After two years discussing whether to eliminate picking up students in front of their homes in residential developments, the Starpoint School Board tested the idea over the past three months in 10 neighborhoods but found the move would only save the district only about $14,000 a year in fuel -- if that.
The test results were announced at Monday's board meeting by Stephen J. Lunden, director of administrative services.
The news appeared to leave the board no closer to determining whether it should establish central student pickup points in the district's 19 residential developments than it was before the trial program using central pickups was conducted in November, December and January.

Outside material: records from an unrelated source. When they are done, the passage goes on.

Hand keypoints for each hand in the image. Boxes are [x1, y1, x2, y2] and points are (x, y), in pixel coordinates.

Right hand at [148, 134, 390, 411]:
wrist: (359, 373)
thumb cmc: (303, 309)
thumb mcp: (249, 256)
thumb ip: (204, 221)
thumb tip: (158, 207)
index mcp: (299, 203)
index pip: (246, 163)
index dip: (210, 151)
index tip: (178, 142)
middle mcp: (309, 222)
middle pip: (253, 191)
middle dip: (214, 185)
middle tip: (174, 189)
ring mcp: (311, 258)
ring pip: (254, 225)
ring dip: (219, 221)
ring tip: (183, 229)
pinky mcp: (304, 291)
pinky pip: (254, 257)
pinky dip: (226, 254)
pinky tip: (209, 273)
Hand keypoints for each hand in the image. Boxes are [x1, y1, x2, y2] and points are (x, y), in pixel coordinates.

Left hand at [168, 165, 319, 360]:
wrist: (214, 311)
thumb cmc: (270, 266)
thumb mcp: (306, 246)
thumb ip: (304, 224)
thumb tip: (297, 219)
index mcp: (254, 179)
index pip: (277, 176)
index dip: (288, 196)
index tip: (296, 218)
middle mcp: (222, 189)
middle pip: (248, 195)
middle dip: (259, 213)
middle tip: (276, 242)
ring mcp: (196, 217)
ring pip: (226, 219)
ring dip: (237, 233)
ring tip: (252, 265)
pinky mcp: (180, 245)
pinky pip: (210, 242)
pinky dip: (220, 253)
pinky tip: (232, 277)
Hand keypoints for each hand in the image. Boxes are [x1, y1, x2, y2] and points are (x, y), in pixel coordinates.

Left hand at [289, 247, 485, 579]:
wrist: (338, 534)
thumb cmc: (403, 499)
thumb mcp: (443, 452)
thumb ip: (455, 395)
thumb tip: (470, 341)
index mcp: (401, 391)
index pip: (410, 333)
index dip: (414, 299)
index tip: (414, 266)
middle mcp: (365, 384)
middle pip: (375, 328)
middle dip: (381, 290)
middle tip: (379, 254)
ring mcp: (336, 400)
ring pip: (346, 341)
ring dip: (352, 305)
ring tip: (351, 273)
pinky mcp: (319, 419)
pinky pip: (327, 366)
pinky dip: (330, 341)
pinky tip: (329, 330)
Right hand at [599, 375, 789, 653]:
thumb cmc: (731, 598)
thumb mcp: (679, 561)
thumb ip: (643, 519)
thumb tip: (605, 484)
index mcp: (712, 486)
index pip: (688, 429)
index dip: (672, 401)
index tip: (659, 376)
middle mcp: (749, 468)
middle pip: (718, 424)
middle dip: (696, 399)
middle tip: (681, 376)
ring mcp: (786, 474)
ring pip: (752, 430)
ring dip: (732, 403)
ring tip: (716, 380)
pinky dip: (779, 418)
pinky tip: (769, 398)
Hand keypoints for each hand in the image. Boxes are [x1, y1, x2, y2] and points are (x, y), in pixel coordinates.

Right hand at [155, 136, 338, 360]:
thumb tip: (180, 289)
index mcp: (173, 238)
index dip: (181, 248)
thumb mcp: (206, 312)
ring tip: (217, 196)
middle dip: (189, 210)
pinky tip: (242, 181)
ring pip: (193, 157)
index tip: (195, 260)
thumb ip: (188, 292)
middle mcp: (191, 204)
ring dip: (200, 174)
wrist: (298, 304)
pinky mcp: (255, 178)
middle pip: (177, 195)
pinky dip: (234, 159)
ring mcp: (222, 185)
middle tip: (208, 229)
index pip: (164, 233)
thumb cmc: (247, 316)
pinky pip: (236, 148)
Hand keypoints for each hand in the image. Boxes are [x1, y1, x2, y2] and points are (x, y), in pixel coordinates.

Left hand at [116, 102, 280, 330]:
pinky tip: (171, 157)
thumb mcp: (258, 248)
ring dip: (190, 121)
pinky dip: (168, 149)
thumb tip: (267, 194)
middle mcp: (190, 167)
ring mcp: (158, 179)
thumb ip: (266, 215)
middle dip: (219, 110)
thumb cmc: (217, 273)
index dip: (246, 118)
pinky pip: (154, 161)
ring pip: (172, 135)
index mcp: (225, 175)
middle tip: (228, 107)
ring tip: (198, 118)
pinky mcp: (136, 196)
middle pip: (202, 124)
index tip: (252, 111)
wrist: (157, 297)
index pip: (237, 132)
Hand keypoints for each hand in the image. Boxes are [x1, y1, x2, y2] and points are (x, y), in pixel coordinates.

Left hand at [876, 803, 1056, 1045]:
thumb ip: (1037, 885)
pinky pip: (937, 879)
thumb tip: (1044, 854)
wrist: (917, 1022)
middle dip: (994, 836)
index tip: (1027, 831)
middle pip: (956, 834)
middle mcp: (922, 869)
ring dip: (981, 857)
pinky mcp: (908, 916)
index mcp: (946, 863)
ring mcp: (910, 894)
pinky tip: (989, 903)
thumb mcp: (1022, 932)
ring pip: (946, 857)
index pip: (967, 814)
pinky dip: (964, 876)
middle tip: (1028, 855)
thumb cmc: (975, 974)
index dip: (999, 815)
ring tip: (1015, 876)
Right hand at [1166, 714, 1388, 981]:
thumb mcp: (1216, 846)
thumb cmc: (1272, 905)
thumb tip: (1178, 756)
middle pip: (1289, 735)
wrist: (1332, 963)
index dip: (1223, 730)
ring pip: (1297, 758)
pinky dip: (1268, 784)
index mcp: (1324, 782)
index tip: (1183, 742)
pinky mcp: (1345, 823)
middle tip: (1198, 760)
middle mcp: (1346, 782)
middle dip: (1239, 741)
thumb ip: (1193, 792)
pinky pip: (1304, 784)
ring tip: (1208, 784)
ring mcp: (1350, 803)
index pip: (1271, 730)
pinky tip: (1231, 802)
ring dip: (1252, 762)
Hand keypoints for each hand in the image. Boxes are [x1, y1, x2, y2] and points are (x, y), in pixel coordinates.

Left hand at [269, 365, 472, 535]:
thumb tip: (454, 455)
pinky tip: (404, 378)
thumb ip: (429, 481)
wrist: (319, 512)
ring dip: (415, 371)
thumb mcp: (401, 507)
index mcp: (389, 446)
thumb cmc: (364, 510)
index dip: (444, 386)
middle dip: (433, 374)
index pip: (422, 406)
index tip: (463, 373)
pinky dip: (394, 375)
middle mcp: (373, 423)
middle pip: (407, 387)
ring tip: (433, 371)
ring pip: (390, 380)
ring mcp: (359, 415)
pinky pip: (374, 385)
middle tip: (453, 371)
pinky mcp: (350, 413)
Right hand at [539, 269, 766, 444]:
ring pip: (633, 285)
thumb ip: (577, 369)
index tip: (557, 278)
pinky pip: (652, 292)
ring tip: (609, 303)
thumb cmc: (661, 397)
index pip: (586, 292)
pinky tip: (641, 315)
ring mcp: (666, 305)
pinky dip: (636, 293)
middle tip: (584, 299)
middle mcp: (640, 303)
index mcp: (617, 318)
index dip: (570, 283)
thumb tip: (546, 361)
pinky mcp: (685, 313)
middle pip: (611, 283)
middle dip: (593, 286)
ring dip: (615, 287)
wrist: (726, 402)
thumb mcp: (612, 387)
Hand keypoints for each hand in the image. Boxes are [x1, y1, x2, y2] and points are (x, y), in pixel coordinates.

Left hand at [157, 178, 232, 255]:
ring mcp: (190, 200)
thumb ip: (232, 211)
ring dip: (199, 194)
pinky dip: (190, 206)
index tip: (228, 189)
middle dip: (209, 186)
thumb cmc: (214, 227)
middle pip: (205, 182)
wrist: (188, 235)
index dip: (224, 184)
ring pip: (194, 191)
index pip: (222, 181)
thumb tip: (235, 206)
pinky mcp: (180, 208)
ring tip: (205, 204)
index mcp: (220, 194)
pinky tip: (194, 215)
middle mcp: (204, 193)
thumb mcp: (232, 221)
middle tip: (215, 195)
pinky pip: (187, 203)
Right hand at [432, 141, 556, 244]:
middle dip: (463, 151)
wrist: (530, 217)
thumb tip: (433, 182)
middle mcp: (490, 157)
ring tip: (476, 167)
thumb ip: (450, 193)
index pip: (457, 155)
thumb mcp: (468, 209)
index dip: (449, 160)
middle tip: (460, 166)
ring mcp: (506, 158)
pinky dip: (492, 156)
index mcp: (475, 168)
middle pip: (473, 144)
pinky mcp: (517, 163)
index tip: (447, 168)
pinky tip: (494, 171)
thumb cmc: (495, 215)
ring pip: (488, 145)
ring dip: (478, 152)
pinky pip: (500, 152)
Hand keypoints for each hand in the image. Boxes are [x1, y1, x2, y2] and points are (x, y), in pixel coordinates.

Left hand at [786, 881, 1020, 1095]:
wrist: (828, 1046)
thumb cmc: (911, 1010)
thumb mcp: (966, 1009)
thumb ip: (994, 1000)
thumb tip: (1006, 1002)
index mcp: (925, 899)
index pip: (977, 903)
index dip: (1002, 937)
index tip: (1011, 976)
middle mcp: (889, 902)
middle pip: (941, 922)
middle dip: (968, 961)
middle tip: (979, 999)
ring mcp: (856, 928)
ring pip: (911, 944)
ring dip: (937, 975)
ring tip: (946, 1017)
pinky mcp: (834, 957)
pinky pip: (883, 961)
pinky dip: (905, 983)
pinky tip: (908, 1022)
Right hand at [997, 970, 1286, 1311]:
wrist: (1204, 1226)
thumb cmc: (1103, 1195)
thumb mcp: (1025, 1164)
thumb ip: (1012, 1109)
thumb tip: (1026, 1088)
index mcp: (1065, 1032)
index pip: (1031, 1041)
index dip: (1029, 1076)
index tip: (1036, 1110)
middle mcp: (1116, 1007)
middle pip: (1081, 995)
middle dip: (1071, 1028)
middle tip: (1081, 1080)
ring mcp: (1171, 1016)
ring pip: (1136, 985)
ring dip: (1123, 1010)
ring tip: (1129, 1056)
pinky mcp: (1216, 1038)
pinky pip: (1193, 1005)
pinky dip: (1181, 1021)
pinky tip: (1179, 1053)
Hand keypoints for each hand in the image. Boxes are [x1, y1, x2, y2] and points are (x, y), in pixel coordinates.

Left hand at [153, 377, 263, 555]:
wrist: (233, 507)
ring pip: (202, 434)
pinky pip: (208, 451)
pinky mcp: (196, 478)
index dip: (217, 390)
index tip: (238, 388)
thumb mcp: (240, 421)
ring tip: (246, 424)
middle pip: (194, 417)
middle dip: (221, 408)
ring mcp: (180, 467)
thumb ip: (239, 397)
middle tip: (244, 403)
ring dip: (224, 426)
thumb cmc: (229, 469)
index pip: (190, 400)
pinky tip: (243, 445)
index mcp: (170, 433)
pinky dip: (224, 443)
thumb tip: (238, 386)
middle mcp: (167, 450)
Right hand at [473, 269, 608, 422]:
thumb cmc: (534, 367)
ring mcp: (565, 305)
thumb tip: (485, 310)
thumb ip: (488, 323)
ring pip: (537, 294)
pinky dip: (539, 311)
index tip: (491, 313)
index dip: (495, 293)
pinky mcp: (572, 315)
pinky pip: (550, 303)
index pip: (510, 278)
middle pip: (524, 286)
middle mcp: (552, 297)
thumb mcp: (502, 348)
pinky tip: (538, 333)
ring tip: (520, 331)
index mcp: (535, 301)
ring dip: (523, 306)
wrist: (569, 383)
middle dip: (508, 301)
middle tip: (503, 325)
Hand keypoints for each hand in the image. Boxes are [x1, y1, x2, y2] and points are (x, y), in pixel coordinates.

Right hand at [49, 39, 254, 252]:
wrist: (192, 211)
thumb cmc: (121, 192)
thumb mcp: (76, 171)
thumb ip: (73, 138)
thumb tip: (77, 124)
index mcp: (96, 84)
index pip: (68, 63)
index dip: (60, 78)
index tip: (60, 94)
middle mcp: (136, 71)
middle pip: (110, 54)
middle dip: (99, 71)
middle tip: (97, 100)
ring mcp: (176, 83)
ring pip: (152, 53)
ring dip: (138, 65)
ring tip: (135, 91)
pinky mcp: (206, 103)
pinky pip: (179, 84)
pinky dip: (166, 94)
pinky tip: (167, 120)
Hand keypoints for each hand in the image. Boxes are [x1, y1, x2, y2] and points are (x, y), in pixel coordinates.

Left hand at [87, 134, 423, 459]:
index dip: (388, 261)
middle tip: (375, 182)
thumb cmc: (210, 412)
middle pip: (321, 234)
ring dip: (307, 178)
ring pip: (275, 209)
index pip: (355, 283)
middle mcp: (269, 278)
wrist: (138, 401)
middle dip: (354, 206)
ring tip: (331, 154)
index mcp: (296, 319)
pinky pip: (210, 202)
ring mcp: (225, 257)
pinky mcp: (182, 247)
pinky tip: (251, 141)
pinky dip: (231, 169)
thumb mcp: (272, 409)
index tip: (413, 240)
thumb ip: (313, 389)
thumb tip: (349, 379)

Lunden said the pilot program was conducted with the idea the results would show how much time would be saved on bus routes and how much money the district would save.
But the study showed each bus route was only cut back by roughly one to three minutes and that savings appeared only to come in at 6 percent, or $14,000, when the program was projected over all 19 residential developments. Time and diesel fuel consumption were carefully monitored during the test and compared with normal door-to-door bus runs, he said.
Board member Diane Braun said she realized $14,000 "is nothing" when compared with the district's $36.4 million budget. However, she added, something has to be done sometime with residential developments growing throughout the district.
Board member Mary Brown said the board might want to focus more on the future and work with officials in the towns and with developers to make sure there are sidewalks and better lighting in new neighborhoods to increase safety for children who might use central pickup locations.
Board member Kelly Zarcone said a petition from one neighborhood showed about two of 74 homeowners objecting to central pickups. Of the two, "One was a school district employee and the other was a board member," she said.
Board President Sam Geraci said the board still had to consider that other school districts such as Niagara-Wheatfield and Lancaster have similar developments and successfully use central pickups.
He added that even though $14,000 might not represent a large amount of money, it could be used to do things to enhance education such as beefing up the district's school libraries, a pet concern of several board members.
He added, "Every penny you spend on transportation is a penny taken away from students' learning."
Board members said they would review all resident concerns and the results of the test program before deciding what to do with the proposal at the March 13 board meeting.